Detailed Description
The present invention will be further illustrated in detail with reference to the following specific examples, which are not intended to limit the present invention but are merely illustrative thereof. The experimental methods used in the following examples are not specifically described, and the materials, reagents and the like used in the following examples are generally commercially available under the usual conditions without specific descriptions.
In certain embodiments, the present invention provides a method for preparing a senecio cineraria oligosaccharide prebiotic, the method comprising the steps of:
(1) Diluting: diluting the water extract and alcohol precipitate of the Xiasangju.

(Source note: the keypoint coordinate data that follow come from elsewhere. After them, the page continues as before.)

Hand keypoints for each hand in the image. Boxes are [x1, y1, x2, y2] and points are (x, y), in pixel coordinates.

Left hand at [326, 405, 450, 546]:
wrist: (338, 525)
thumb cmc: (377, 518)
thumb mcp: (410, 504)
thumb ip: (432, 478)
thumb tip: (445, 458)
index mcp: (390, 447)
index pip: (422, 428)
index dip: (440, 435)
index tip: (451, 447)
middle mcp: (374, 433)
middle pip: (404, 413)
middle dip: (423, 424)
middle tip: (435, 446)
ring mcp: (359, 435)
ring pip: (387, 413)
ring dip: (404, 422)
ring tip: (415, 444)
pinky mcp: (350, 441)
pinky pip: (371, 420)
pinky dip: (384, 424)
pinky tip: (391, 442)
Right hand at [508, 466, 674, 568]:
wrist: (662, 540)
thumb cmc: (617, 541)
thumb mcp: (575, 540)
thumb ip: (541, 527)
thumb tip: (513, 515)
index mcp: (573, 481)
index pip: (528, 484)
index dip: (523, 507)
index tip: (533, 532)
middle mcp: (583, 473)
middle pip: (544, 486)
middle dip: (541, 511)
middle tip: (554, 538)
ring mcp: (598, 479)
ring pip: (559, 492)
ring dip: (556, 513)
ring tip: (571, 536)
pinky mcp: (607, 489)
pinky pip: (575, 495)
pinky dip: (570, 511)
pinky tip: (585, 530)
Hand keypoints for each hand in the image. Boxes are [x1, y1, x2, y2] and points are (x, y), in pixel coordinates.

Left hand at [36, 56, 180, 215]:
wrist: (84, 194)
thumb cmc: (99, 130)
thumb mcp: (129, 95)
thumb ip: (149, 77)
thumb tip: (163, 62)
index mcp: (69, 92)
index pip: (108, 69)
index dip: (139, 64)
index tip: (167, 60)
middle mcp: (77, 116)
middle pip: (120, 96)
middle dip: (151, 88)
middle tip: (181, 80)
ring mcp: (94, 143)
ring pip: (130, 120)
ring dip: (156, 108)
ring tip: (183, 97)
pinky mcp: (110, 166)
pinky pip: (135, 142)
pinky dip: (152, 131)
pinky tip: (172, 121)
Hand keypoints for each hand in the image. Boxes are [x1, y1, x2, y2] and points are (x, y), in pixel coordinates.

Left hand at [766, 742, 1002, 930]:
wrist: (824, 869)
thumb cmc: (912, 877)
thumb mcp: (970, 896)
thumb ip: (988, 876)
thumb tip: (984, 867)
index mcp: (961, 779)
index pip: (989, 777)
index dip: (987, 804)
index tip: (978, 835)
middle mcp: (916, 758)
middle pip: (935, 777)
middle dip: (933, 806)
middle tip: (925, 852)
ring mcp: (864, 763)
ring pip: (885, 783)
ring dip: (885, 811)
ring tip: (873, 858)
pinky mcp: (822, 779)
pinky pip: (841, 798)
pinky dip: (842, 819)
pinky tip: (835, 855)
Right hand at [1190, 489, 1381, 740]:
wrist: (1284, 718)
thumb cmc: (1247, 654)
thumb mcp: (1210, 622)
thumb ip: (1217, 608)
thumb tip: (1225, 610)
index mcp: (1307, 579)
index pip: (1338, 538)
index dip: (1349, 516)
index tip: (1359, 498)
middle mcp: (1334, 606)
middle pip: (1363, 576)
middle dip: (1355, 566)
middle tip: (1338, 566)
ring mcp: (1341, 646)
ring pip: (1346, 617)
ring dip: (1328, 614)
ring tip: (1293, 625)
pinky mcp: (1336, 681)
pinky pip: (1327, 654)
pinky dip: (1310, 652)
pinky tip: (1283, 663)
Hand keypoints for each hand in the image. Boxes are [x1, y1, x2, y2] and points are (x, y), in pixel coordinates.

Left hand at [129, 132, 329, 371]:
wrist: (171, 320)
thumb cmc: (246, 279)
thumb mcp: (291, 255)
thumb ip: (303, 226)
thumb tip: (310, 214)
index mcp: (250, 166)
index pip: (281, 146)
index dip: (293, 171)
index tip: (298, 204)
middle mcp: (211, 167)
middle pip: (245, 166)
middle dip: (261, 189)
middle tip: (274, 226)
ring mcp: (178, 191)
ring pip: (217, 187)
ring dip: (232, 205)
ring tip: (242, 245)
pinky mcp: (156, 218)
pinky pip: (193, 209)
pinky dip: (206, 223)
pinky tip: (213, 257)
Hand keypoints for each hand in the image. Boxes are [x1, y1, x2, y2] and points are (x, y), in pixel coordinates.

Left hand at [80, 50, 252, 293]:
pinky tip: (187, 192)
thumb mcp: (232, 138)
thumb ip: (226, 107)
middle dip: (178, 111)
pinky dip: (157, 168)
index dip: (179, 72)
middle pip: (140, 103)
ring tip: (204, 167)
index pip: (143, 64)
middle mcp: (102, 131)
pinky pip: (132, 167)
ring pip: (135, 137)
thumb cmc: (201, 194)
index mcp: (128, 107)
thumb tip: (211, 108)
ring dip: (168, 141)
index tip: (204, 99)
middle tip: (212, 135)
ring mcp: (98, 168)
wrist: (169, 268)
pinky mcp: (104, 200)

Wherein, the water and alcohol precipitates of the Xiasangju are diluted by water, and the concentration of the diluted polysaccharide is 0.5-50mg/mL.
In one embodiment, the above-described diluted polysaccharide concentration may be, but is not limited to, 0.5mg/mL, 1mg/mL, 5mg/mL, 10mg/mL, 15mg/mL, 20mg/mL, 25mg/mL, 30mg/mL, 35mg/mL, 40mg/mL, 45mg/mL, or 50mg/mL.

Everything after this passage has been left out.